Аника поджала губы, вглядываясь чернокожему гиганту в глаза. Он молчал.
– Ты думаешь, я неправа? – наконец спросила Аника.
– Я думаю, ты очень смелая, но… – Луд Ваом поднял разбитую голову. – Быть смелой легко, когда тот, кто должен убить тебя, лежит без чувств у твоих ног. Мы говорим о чувствах, но нет гарантии, что как только я смогу подняться, в моей голове снова что-то не щелкнет. Мои чувства спасают тебя до тех пор, пока я не могу добраться до тебя. Я понимаю это. И ты понимаешь. Поэтому ты не сбежала. Поэтому еще здесь.
– Семенов тоже верил в свое безумие. Верил даже после того, как узнал, что его идеи имеют смысл. – Аника отвернулась. – Я тоже верила в репродукцию и планирование. Мечтала о новой встрече с главой колоний, о новой близости ради удовольствия и продолжала верить.
– Твой мир совершенно не похож на мой мир. Мы ведь не люди – всего лишь ваши жалкие копии, клоны! – Луд Ваом закряхтел, пытаясь подняться. Аника попятилась к его разбитой машине. Ваом рассмеялся, снова растянулся на земле. – Знаешь, что я думаю, маленький белый человек? Ты боишься меня и не веришь мне. И все твои слова о чувствах… Если бы ты так действительно думала, то сейчас помогла бы мне подняться, а не бежала от меня, понимая, что я могу забрать твою жизнь. – Он еще что-то говорил. Что-то обидное, безнадежное. Затем увидел, как Аника достала из искореженной машины револьвер. Замолчал.

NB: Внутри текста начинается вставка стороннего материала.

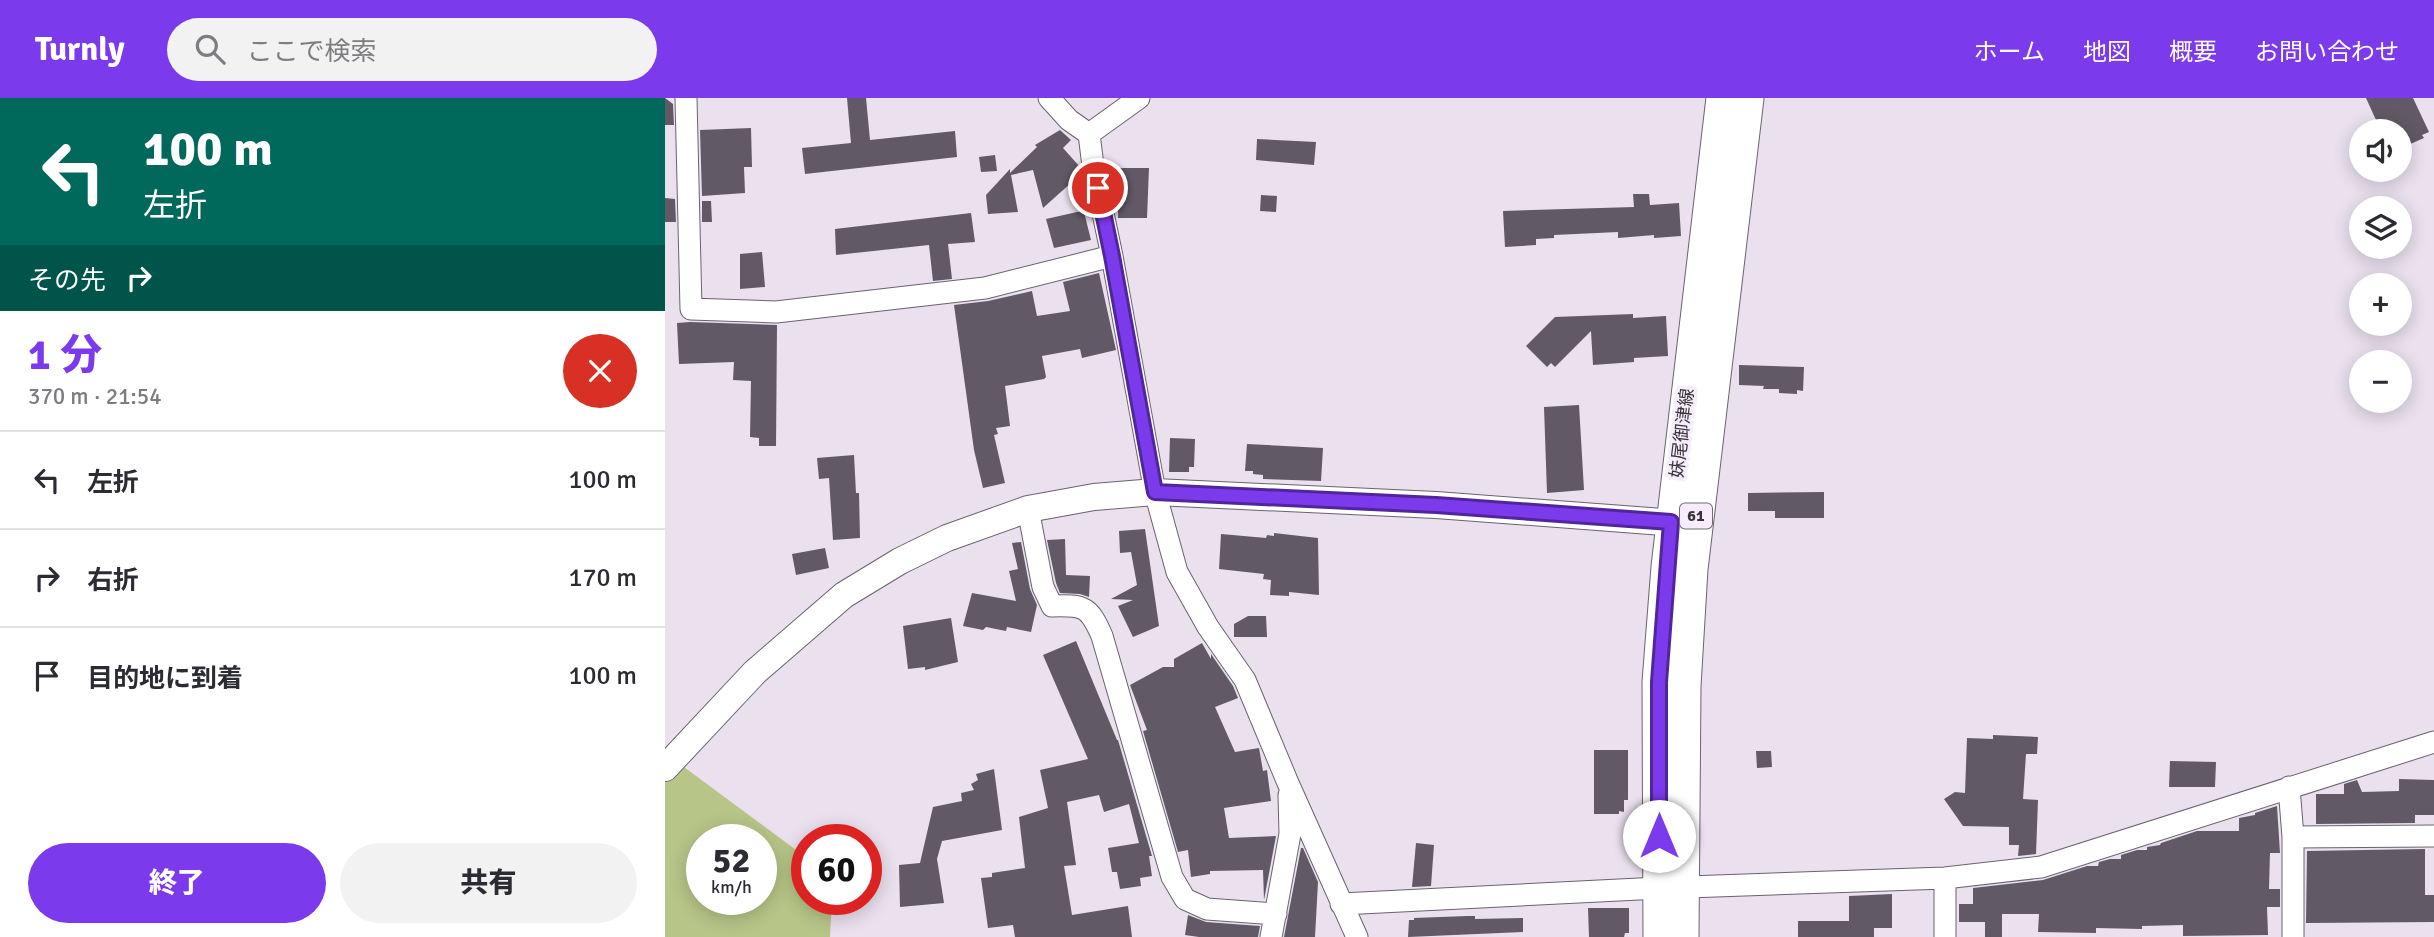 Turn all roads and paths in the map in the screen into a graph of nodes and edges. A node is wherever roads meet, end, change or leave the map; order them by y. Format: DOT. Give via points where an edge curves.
graph roads {
  1 [pos="686,98"];
  2 [pos="1049,98"];
  3 [pos="1139,98"];
  4 [pos="1723,98"];
  5 [pos="1747,98"];
  6 [pos="1089,134"];
  7 [pos="1112,256"];
  8 [pos="1155,492"];
  9 [pos="1028,509"];
  10 [pos="1683,523"];
  11 [pos="2434,742"];
  12 [pos="665,768"];
  13 [pos="1288,783"];
  14 [pos="2289,786"];
  15 [pos="2434,836"];
  16 [pos="2293,837"];
  17 [pos="1945,878"];
  18 [pos="1671,888"];
  19 [pos="1342,904"];
  20 [pos="1276,914"];
  21 [pos="1271,937"];
  22 [pos="1357,937"];
  23 [pos="1660,937"];
  24 [pos="1682,937"];
  25 [pos="1945,937"];
  26 [pos="2293,937"];
  1 -- 7 [label="street" via="691,309 776,312 985,288"];
  2 -- 6 [label="street"];
  3 -- 6 [label="street"];
  4 -- 10 [label="main road, 妹尾御津線 / 61"];
  5 -- 10 [label="main road, 妹尾御津線 / 61"];
  6 -- 7 [label="street"];
  7 -- 8 [label="street"];
  8 -- 9 [label="street"];
  8 -- 10 [label="street"];
  8 -- 13 [label="street" via="1177,572 1245,680"];
  9 -- 12 [label="street" via="947,538 844,595 755,672"];
  9 -- 20 [label="street" via="1043,587 1052,606 1080,606 1093,615 1103,636 1172,877 1185,898 1207,909"];
  10 -- 18 [label="main road, 妹尾御津線 / 61" via="1684,686"];
  11 -- 14 [label="street"];
  13 -- 19 [label="street"];
  13 -- 20 [label="street" via="1290,834"];
  14 -- 16 [label="street"];
  14 -- 17 [label="street" via="2041,867"];
  15 -- 16 [label="street"];
  16 -- 26 [label="street"];
  17 -- 18 [label="street"];
  17 -- 25 [label="street"];
  18 -- 19 [label="street"];
  18 -- 23 [label="main road, 妹尾御津線 / 61"];
  18 -- 24 [label="main road, 妹尾御津線 / 61"];
  19 -- 22 [label="street"];
  20 -- 21 [label="street"];
}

Здесь, в ущелье, среди камней, крови, железа и разбитых стекол, оружие было каким-то нереальным, словно слово Божие в племени варваров, звучавшее над жертвенным камнем. Но это было правильным. Луд Ваом представил, как Аника целится ему в грудь, нажимает на курок. Гремит выстрел. Пуля пробивает грудную клетку. Боли нет. Лишь где-то далеко гремит эхо выстрела. Луд Ваом закрыл глаза. Тишина. Шаги. Аника подошла к нему, вложила револьвер ему в руку.
– Теперь тебе не надо вставать, чтобы забрать мою жизнь, – сказала она, глядя ему в глаза.
– Ты чокнутая, – сказал чернокожий гигант.
Аника пожала плечами.
– Если не нажму на курок сейчас, это не значит, что при нашей следующей встрече не сделаю этого, – сказал Ваом.
Аника снова пожала плечами.
– Чокнутая белая женщина! – заворчал Ваом и, застонав, снова начал подниматься.
Аника не двигалась. Просто стояла и смотрела на него.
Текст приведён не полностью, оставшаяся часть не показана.